The main opinion also suggests that Rule 27(a)(1) must be read in pari materia with Rule 27(a)(3). I freely concede that subsection (a)(3) seems to imply that if the trial court is satisfied that the “perpetuation of the testimony may prevent a failure or delay of justice,” then it may grant discovery under Rules 34 and 35. However, it seems odd to describe discovery under those rules as acquiring “testimony.” The production of documents and things and entry upon land for inspection and other purposes under Rule 34 seem to implicate no testimony at all. And although a physical or mental examination of persons under Rule 35 might result in testimony, it does not seem that such testimony is of the sort that could be in need of perpetuation. Further, if we must read the rule in pari materia, what of Rule 27(b), which deals with discovery pending appeal? It states, in part:

“If the court finds that the perpetuation of the testimony or other discovery is proper to avoid a failure or delay of justice, it may make an order as provided in paragraph (3) of subdivision (a) of this rule and thereupon discovery may be had and used in the same manner and under the same conditions as are prescribed in these rules for discovery in actions pending in the circuit court.”

This section characterizes what is available under Rules 34 and 35 as “other discovery [that] is proper to avoid a failure or delay of justice,” which is clearly distinguishable from testimony to be perpetuated, but nevertheless references subsection (a)(3). Reading the entire rule in pari materia, I am unconvinced that we should abandon the clear language of Rule 27(a)(1). Therefore, I would not overrule this Court’s prior decision in Ex parte Anderson, 644 So.2d 961 (Ala.1994).23

*656Most problematic to me, however, is the paucity of argument by the Ferrari defendants on this issue. Specifically, the petition for a writ of mandamus contains one paragraph advancing the argument adopted by the main opinion. Comparing this one paragraph, which cites one case, the federal rule, and our rule and comments, with the complex, scholarly, detailed, and lengthy analysis in the main opinion encompassing many pages, I do not think that the petition demonstrated “a clear legal right in the petitioner to the order sought.” I therefore respectfully dissent.24

. If there is a "primary purpose” — here, to perpetuate testimony — then there must be a secondary purpose; otherwise, the primary purpose would be the only purpose.

. The main opinion cites the reporter’s notes to Vermont’s version of Rule 27 in support of its holding.

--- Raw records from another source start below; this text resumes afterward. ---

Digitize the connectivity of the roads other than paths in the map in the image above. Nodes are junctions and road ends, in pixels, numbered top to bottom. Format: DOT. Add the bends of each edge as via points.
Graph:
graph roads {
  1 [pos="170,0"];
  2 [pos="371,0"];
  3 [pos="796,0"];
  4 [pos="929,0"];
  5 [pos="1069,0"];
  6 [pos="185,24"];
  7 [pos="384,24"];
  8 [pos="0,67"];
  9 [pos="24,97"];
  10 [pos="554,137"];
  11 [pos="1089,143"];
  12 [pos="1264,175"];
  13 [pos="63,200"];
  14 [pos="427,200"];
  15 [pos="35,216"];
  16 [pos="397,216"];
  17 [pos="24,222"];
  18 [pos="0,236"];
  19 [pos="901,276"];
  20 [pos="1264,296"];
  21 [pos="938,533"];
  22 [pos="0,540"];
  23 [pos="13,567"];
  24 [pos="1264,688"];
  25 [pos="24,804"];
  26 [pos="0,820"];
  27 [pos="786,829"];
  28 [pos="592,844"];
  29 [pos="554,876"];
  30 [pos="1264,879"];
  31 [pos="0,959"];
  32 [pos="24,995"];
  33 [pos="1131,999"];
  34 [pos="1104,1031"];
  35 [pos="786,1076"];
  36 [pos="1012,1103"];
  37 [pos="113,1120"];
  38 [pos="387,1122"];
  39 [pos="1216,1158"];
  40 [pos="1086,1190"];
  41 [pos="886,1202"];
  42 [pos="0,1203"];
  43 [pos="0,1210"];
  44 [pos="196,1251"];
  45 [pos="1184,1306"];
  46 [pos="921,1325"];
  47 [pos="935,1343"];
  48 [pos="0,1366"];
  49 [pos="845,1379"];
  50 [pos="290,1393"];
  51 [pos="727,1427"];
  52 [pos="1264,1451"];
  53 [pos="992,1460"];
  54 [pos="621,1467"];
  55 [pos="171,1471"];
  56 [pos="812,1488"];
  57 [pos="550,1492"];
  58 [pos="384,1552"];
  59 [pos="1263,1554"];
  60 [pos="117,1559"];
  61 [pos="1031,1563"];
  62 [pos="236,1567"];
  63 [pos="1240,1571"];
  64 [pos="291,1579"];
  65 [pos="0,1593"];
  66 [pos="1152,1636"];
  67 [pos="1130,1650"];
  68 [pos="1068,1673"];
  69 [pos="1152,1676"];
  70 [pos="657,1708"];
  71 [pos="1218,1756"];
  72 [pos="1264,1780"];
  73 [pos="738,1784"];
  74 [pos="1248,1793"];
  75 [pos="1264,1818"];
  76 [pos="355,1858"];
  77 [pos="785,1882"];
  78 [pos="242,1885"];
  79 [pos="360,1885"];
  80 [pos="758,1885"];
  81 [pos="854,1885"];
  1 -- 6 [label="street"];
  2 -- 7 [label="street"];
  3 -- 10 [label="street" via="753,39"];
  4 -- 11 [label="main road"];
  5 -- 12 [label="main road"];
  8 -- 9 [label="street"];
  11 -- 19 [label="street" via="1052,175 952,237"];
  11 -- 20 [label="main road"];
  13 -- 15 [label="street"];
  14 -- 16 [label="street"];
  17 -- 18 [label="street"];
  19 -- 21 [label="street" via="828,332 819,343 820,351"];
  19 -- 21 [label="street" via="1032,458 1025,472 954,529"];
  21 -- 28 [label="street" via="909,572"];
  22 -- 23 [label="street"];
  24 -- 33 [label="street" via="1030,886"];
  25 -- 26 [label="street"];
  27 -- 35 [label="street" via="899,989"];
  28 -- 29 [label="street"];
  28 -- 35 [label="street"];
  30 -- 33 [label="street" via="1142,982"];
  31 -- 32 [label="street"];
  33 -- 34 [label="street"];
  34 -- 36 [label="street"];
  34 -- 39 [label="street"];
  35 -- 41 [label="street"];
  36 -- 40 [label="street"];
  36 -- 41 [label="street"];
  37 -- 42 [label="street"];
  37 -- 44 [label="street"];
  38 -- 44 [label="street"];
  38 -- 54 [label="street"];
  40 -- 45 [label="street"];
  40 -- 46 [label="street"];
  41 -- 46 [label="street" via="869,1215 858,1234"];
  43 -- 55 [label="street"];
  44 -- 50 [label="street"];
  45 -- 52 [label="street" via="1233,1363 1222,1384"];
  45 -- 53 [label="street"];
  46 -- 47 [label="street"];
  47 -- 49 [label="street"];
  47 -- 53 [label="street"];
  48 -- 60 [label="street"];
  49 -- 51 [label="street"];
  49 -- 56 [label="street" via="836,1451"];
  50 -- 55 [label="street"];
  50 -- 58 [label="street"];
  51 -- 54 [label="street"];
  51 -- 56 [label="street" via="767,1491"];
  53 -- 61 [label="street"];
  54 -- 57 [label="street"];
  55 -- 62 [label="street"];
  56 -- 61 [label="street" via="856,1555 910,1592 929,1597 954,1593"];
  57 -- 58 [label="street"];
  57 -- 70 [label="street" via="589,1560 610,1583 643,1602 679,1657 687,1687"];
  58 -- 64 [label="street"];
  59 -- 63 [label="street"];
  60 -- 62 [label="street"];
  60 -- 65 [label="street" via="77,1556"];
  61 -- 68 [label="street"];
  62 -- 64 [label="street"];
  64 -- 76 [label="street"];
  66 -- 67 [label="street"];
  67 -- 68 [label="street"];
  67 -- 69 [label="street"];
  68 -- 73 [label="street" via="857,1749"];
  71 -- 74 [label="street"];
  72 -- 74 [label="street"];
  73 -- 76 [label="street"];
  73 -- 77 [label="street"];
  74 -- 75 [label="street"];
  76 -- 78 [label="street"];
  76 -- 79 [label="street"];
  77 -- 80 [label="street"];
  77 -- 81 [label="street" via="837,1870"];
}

Those notes state that "the rule also permits production and inspection under Rule 34 and physical or mental examination under Rule 35, whether or not a deposition is taken.” The notes further state: "Rule 27(a)(1) provides for a verified petition for perpetuation of testimony or other appropriate discovery....” Again, there is a clear distinction between perpetuation of testimony and "other” discovery.

.I am also not convinced by the petition for a writ of mandamus that the trial court per se exceeded its discretion in ordering answers to written interrogatories. Rule 27(a)(1) speaks *656generally to the perpetuation of testimony, and the rule as a whole clearly contemplates the use of depositions in doing so. Rule 27(a)(4) specifies that “\i]f a deposition to perpetuate testimony is taken,” then it may be used in accordance with the provisions of Rule 32(a) and (b), Ala. R. Civ. P. Interrogatories are answered under oath (Rule 33(a), Ala. R. Civ. P.), are functionally little different from written depositions, and are generally used in court under Rule 32(a) in the same manner as depositions. Committee Comments on the 1973 Adoption of Rule 33, Ala. R. Civ. P. (‘‘[T]he use of interrogatories is limited by Rule 32(a), as well as by the ordinary rules of evidence.”). Based upon the argument in the petition, I am hard-pressed to see a material difference between answering interrogatories for the purpose of perpetuating testimony and participating in a deposition for the same purpose.

. I express no opinion at this time as to the Ferrari defendants' arguments pretermitted by the holding of the main opinion, including their other objections to the scope of the trial court's order, including the scope of any written interrogatories.